In subsequent notes in this rate base primer series, we plan to assess the risks surrounding management’s forecasts of rate base growth, including the impact on customer bills and the potential regulatory response; the ability to fund this growth internally and thus avoid the dilutive effect of equity issuance or holding company borrowings; the composition of planned capital expenditures, and the weight in these of assets classes, such as generation, that carry higher construction, operation, environmental and regulatory risks. We also plan to explore the long term drivers of growth in rate base, including average age of plant; inflation’s impact on the cost of replacements; changes in generation technology; investment in emissions controls; upgrades to metering and distribution systems; economic and demographic growth; and trends in energy efficiency. Each of these analyses will provide additional criteria for investors to use in their analysis and selection of utility stocks.

Exhibit 4: The Relationship of Rate Base Growth to Operating Income Growth at Investor Owned Electric Utilities in the United States, 1993-2013

Source: FERC Form 1, SNL, SSR analysis

What Can We Learn from Patterns in the Growth of Electric Rate Base Over the Last 20 Years?

We define electric rate base as a utility’s (i) net property, plant and equipment deployed in the provision of electric service, less (ii) its net deferred tax liability from the accelerated depreciation, for tax purposes, of electric plant in service. Because the latter primarily reflects taxes expensed but not yet paid, and thus requiring no shareholder capital, regulators generally will not allow utilities to earn a return on the portion of their assets funded by deferred taxes. Exact rate base definitions vary by jurisdiction, but we have chosen the two components universally included in rate base calculations.

When assessing the growth of rate base as a driver of earnings, however, we have included in our calculations construction work in progress or CWIP. While CWIP is not strictly part of rate base, which includes only utility plant that is “used and useful” and thus excludes assets under construction, common regulatory practice is to allow utilities to earn a return on CWIP (termed “allowance for funds used during construction” or AFUDC). For purposes of estimating the potential regulated earnings of individual utilities and the industry as a whole, we believe the best approach is to include both rate base and CWIP in our analysis.

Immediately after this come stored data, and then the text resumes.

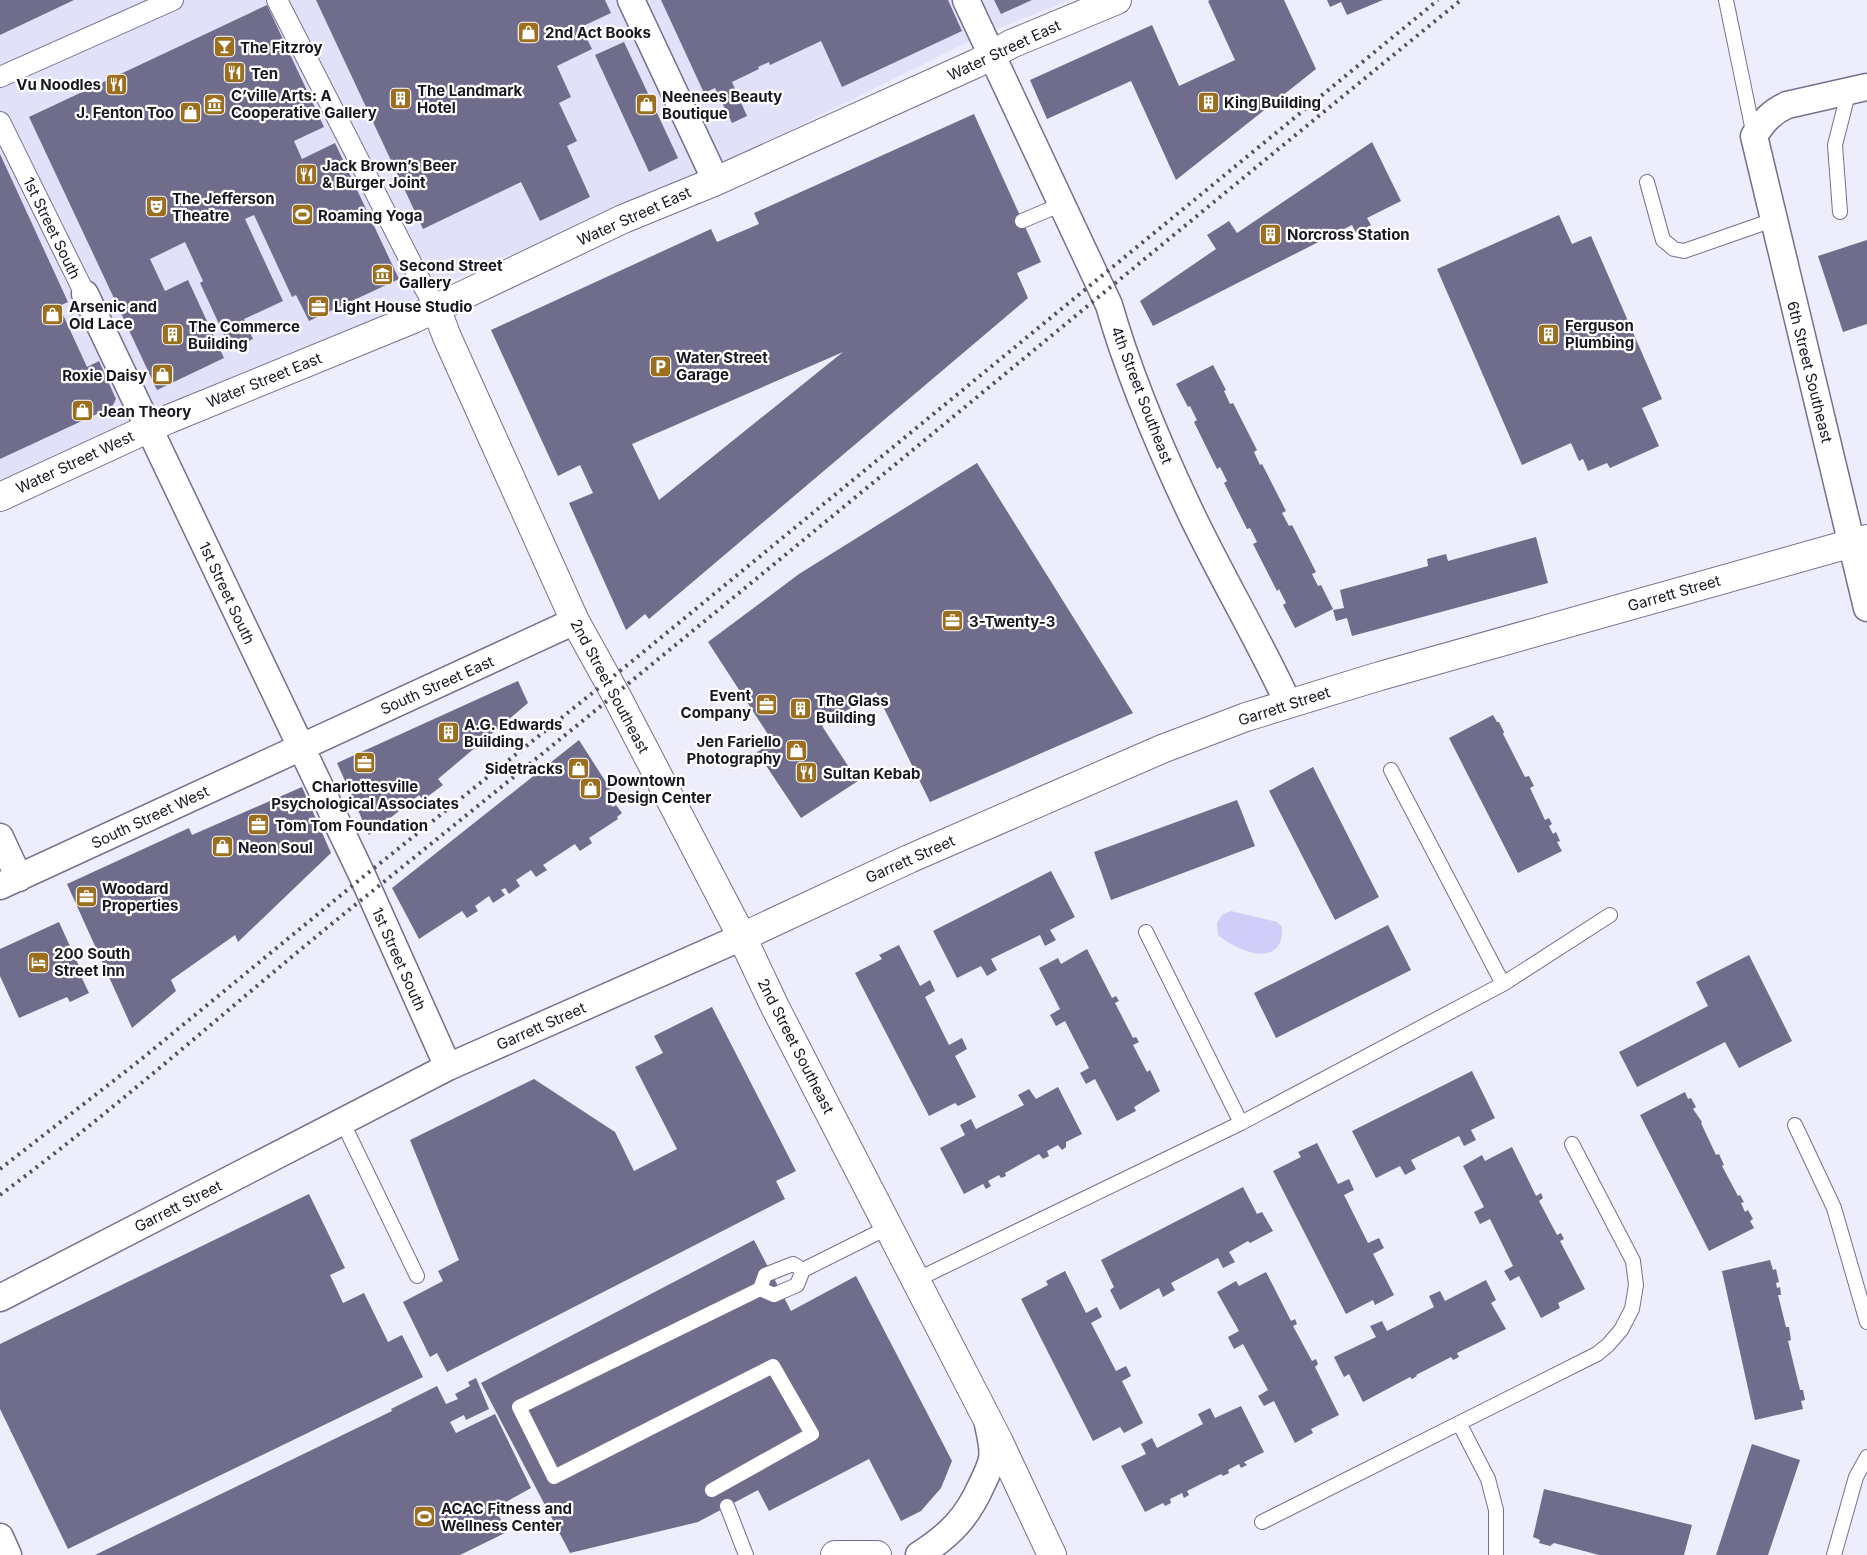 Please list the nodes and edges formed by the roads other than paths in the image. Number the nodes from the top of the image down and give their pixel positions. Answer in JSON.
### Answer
{"nodes":[{"id":1,"x":173,"y":0,"type":"edge"},
{"id":2,"x":277,"y":0,"type":"edge"},
{"id":3,"x":631,"y":0,"type":"edge"},
{"id":4,"x":966,"y":0,"type":"edge"},
{"id":5,"x":1117,"y":0,"type":"edge"},
{"id":6,"x":1726,"y":0,"type":"edge"},
{"id":7,"x":993,"y":55,"type":"junction"},
{"id":8,"x":0,"y":77,"type":"edge"},
{"id":9,"x":1858,"y":88,"type":"edge"},
{"id":10,"x":0,"y":122,"type":"edge"},
{"id":11,"x":1754,"y":136,"type":"junction"},
{"id":12,"x":716,"y":181,"type":"junction"},
{"id":13,"x":1647,"y":182,"type":"dead end"},
{"id":14,"x":1062,"y":204,"type":"junction"},
{"id":15,"x":1840,"y":212,"type":"dead end"},
{"id":16,"x":1773,"y":220,"type":"junction"},
{"id":17,"x":1022,"y":221,"type":"dead end"},
{"id":18,"x":85,"y":294,"type":"joint"},
{"id":19,"x":436,"y":308,"type":"junction"},
{"id":20,"x":150,"y":428,"type":"junction"},
{"id":21,"x":0,"y":497,"type":"edge"},
{"id":22,"x":1859,"y":542,"type":"edge"},
{"id":23,"x":1867,"y":608,"type":"edge"},
{"id":24,"x":575,"y":621,"type":"junction"},
{"id":25,"x":1288,"y":703,"type":"junction"},
{"id":26,"x":300,"y":747,"type":"junction"},
{"id":27,"x":1391,"y":770,"type":"dead end"},
{"id":28,"x":0,"y":838,"type":"edge"},
{"id":29,"x":9,"y":882,"type":"edge"},
{"id":30,"x":1610,"y":915,"type":"dead end"},
{"id":31,"x":1146,"y":932,"type":"dead end"},
{"id":32,"x":742,"y":937,"type":"junction"},
{"id":33,"x":1503,"y":984,"type":"junction"},
{"id":34,"x":448,"y":1066,"type":"junction"},
{"id":35,"x":342,"y":1121,"type":"junction"},
{"id":36,"x":1241,"y":1123,"type":"junction"},
{"id":37,"x":1794,"y":1125,"type":"dead end"},
{"id":38,"x":1572,"y":1144,"type":"dead end"},
{"id":39,"x":888,"y":1227,"type":"junction"},
{"id":40,"x":803,"y":1270,"type":"junction"},
{"id":41,"x":417,"y":1276,"type":"dead end"},
{"id":42,"x":916,"y":1280,"type":"junction"},
{"id":43,"x":760,"y":1289,"type":"junction"},
{"id":44,"x":0,"y":1298,"type":"edge"},
{"id":45,"x":1867,"y":1322,"type":"edge"},
{"id":46,"x":986,"y":1419,"type":"junction"},
{"id":47,"x":1459,"y":1423,"type":"junction"},
{"id":48,"x":1867,"y":1457,"type":"edge"},
{"id":49,"x":712,"y":1490,"type":"dead end"},
{"id":50,"x":727,"y":1506,"type":"dead end"},
{"id":51,"x":1262,"y":1522,"type":"dead end"},
{"id":52,"x":0,"y":1537,"type":"edge"},
{"id":53,"x":8,"y":1555,"type":"edge"},
{"id":54,"x":746,"y":1555,"type":"edge"},
{"id":55,"x":835,"y":1555,"type":"edge"},
{"id":56,"x":877,"y":1555,"type":"edge"},
{"id":57,"x":919,"y":1555,"type":"edge"},
{"id":58,"x":1052,"y":1555,"type":"edge"},
{"id":59,"x":1496,"y":1555,"type":"edge"},
{"id":60,"x":1834,"y":1555,"type":"edge"}],
"edges":[{"from":1,"to":8,"type":"street"},
{"from":2,"to":19,"type":"street","name":"2nd Street Southeast"},
{"from":3,"to":12,"type":"street"},
{"from":4,"to":7,"type":"street","name":"4th Street Southeast"},
{"from":5,"to":7,"type":"street","name":"Water Street East"},
{"from":6,"to":11,"type":"lane"},
{"from":7,"to":12,"type":"street","name":"Water Street East"},
{"from":7,"to":14,"type":"street","name":"4th Street Southeast"},
{"from":9,"to":11,"type":"street"},
{"from":9,"to":15,"type":"lane"},
{"from":10,"to":18,"type":"street","name":"1st Street South"},
{"from":11,"to":16,"type":"street","name":"6th Street Southeast"},
{"from":12,"to":19,"type":"street","name":"Water Street East"},
{"from":13,"to":16,"type":"lane"},
{"from":14,"to":17,"type":"lane"},
{"from":14,"to":25,"type":"street","name":"4th Street Southeast"},
{"from":16,"to":22,"type":"street","name":"6th Street Southeast"},
{"from":18,"to":20,"type":"street","name":"1st Street South"},
{"from":19,"to":20,"type":"street","name":"Water Street East"},
{"from":19,"to":24,"type":"street","name":"2nd Street Southeast"},
{"from":20,"to":21,"type":"street","name":"Water Street West"},
{"from":20,"to":26,"type":"street","name":"1st Street South"},
{"from":22,"to":23,"type":"street","name":"6th Street Southeast"},
{"from":22,"to":25,"type":"street","name":"Garrett Street"},
{"from":24,"to":26,"type":"street","name":"South Street East"},
{"from":24,"to":32,"type":"street","name":"2nd Street Southeast"},
{"from":25,"to":32,"type":"street","name":"Garrett Street"},
{"from":26,"to":29,"type":"street","name":"South Street West"},
{"from":26,"to":34,"type":"street","name":"1st Street South"},
{"from":27,"to":33,"type":"lane"},
{"from":28,"to":29,"type":"street"},
{"from":30,"to":33,"type":"lane"},
{"from":31,"to":36,"type":"lane"},
{"from":32,"to":34,"type":"street","name":"Garrett Street"},
{"from":32,"to":39,"type":"street","name":"2nd Street Southeast"},
{"from":33,"to":36,"type":"lane"},
{"from":34,"to":35,"type":"street","name":"Garrett Street"},
{"from":35,"to":41,"type":"lane"},
{"from":35,"to":44,"type":"street","name":"Garrett Street"},
{"from":36,"to":42,"type":"lane"},
{"from":37,"to":45,"type":"lane"},
{"from":38,"to":47,"type":"lane"},
{"from":39,"to":40,"type":"lane"},
{"from":39,"to":42,"type":"street","name":"2nd Street Southeast"},
{"from":40,"to":43,"type":"lane"},
{"from":40,"to":43,"type":"lane"},
{"from":42,"to":46,"type":"street","name":"2nd Street Southeast"},
{"from":43,"to":49,"type":"lane"},
{"from":46,"to":57,"type":"street","name":"2nd Street Southeast"},
{"from":46,"to":58,"type":"street","name":"2nd Street Southeast"},
{"from":47,"to":51,"type":"lane"},
{"from":47,"to":59,"type":"lane"},
{"from":48,"to":60,"type":"lane"},
{"from":50,"to":54,"type":"lane"},
{"from":52,"to":53,"type":"street"},
{"from":55,"to":56,"type":"street"}]} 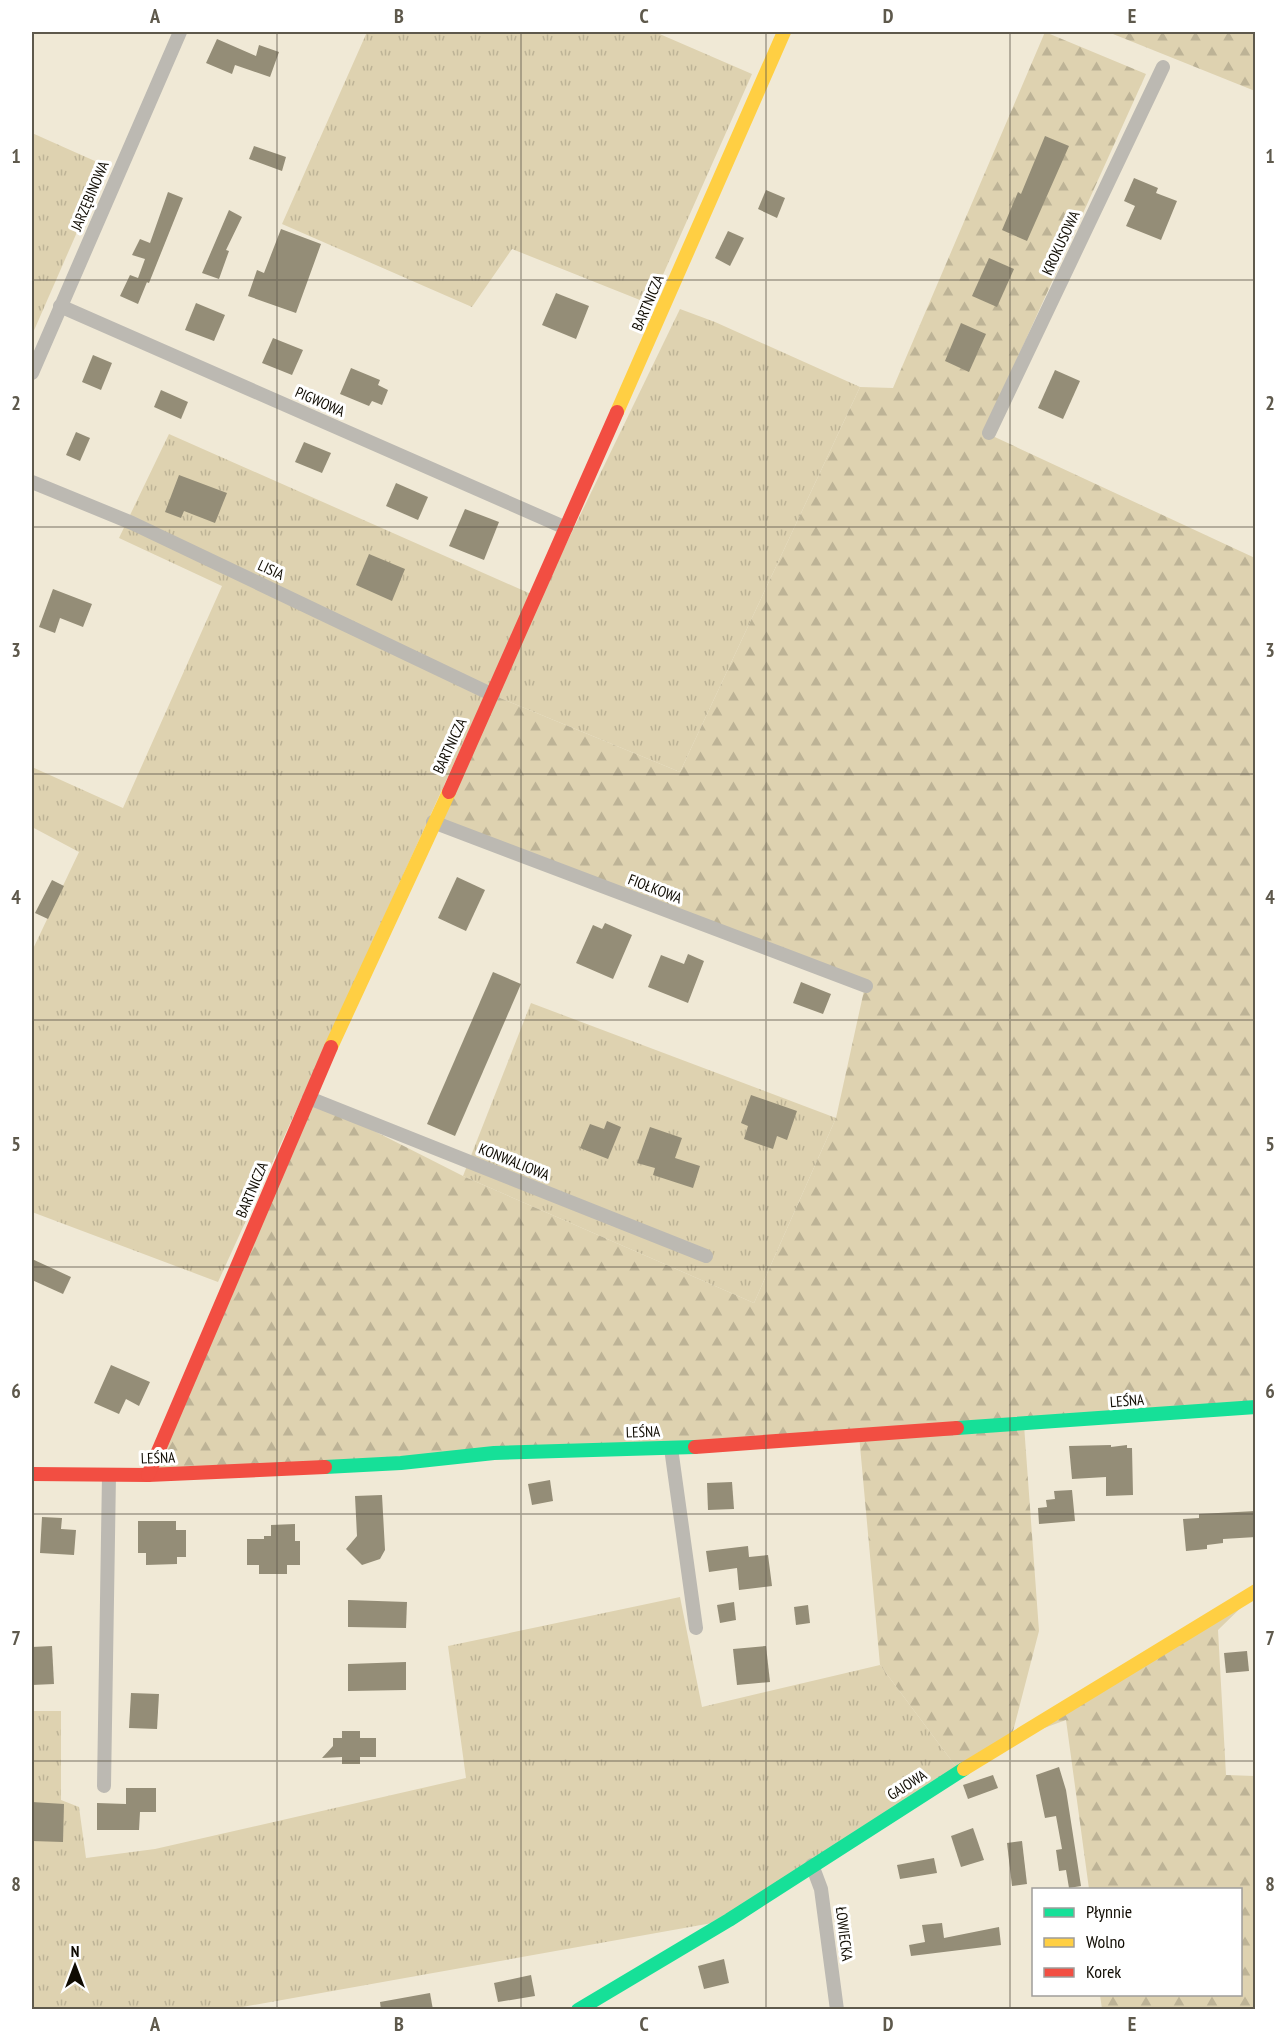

The data used in our analysis is derived from utilities’ FERC Form 1 filings, annual financial statements that regulated, investor owned utilities must file with the Federal Energy Regulatory Commission using standard accounting categories and practices prescribed by the Commission. The financial statements prepared by utilities in compliance with FERC Form 1 standards present segment and operational data largely lacking from these companies’ SEC filings. As result, they allow a breakdown of a utility’s property, plant and equipment into electric and gas assets and further into standard sub-categories. In the case of electric utility plant, these include generation, transmission, distribution, and CWIP.

Time series data on electric rate base derived from utilities’ historical FERC Form 1 financials are subject to certain distortions attributable to the deregulation of utility generating assets by a number of states in the final years of the last century. In most states that deregulated generation, utilities were required to divest their generation assets or to transfer these to independent subsidiaries that would no longer be subject to rate regulation by state authorities. The result of these divestitures and asset transfers was materially to reduce the value of generation assets included in electric rate base. Other states allowed utilities to retain ownership of deregulated generation assets, but the utilities were no longer authorized to earn regulated returns on these assets, thus eliminating regulated earnings on generation rate base.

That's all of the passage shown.